]> Distribution

Distribution

It's been widely commented that wealth and income are distributed rather unfairly in the modern world. To appreciate just how unfairly, you need to understand what distributions look like when their dynamics aren't being distorted by injustice. So I'm going to take an example data set and show you how it can be represented, in various ways, in particular as a distribution.

Raw Data

Let's start by looking at a data-set I can easily grab (the durations of the contiguous times my computer has been up and running, as reported by uptimed) and that – I can reasonably hope – no-one is going to get too emotional about:

0 50 100 150 200 uptimes, in historical order

The horizontal axis, here, is just a sequence number of times I've booted my computer; this is somewhat analogous to displaying how wealthy a sample of people are, organising the people in the sample by their date of birth, or some other property largely unrelated to how wealthy they are. In the present case, an actual time-series, it may actually be inustructive to look at the data in this form. All the analyses below, however, discard the order to look at how the data are spread out by their values.

Value-ordered

Now let's see what we get when we display the same data but sort the entries by the values we're actually depicting:

uptimes, in increasing order

The horizontal axis here gives equal space to each member of the population; so we can easily identify things that relate to what fractions of the population are on various sides of lines: for example, here are the deciles:

10% 20% 30% 40% 50% 60% 70% 80% 90% uptimes, showing deciles

One thing to notice is that this distribution – which has a long tail of low values and a narrow peak of high values – has most of the population bunched together at rather low scores. Well, so much for giving equal space to equal-sized portions of the population.

Another way to look at the data is to ask what fraction of the population you get within various ranges of values of the data. You can see that in the above by looking at the width of the portion where the heights of the bars fall in particular ranges. For example, chosing to cut at 5, 15 and 50:

uptimes, partitioned at 5, 15 and 50 days 5 15 50 183

We have 15 of our 70 items (21.4%) between 1 and 5 (the unit is days, by the way), 20 (28.6%) between 5 and 15, 24 (34.3%) between 15 and 50 and the remaining 11 (15.7%) between 50 and 183 (or, indeed, between 50 and 200, or 2 million).

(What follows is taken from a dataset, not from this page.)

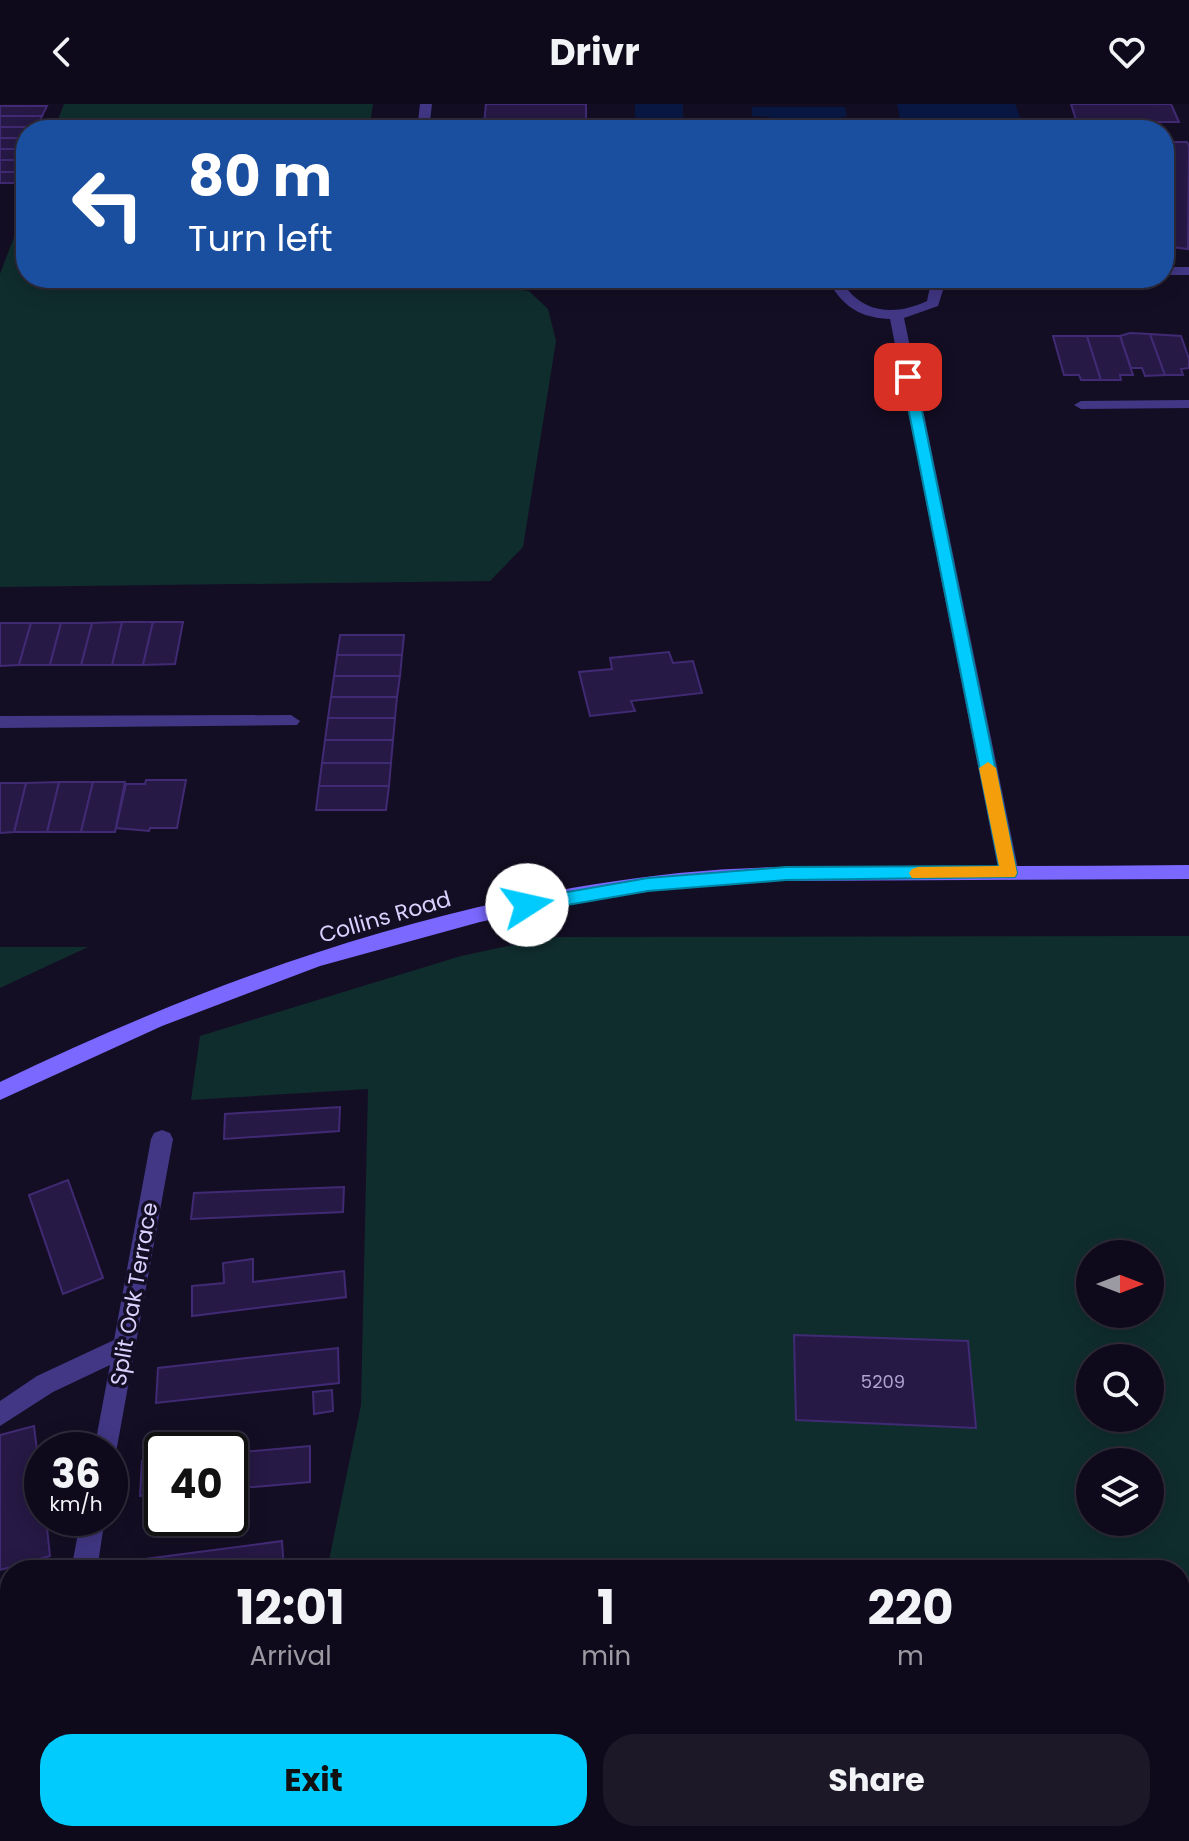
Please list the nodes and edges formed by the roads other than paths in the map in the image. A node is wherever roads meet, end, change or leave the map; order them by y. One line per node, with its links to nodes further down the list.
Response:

We can represent that in various ways. For example, we could move my four boxes, above, all to the left, so that they line up along the axis; the width of each box is then the number of people in the interval. Then again, if I'd chosen the deciles as the boundaries between intervals, we'd get ten boxes of different heights but all of the same width, by construction; the taller boxes would look bigger when, in fact, each box represents the same proportion of the population. We could put a horizontal bar, of fixed height, whose length is the fraction of the population, at the mid-point of each interval; the areas of the bars shall then be in the right proportions – but it won't be clear where the boundaries of the intervals are.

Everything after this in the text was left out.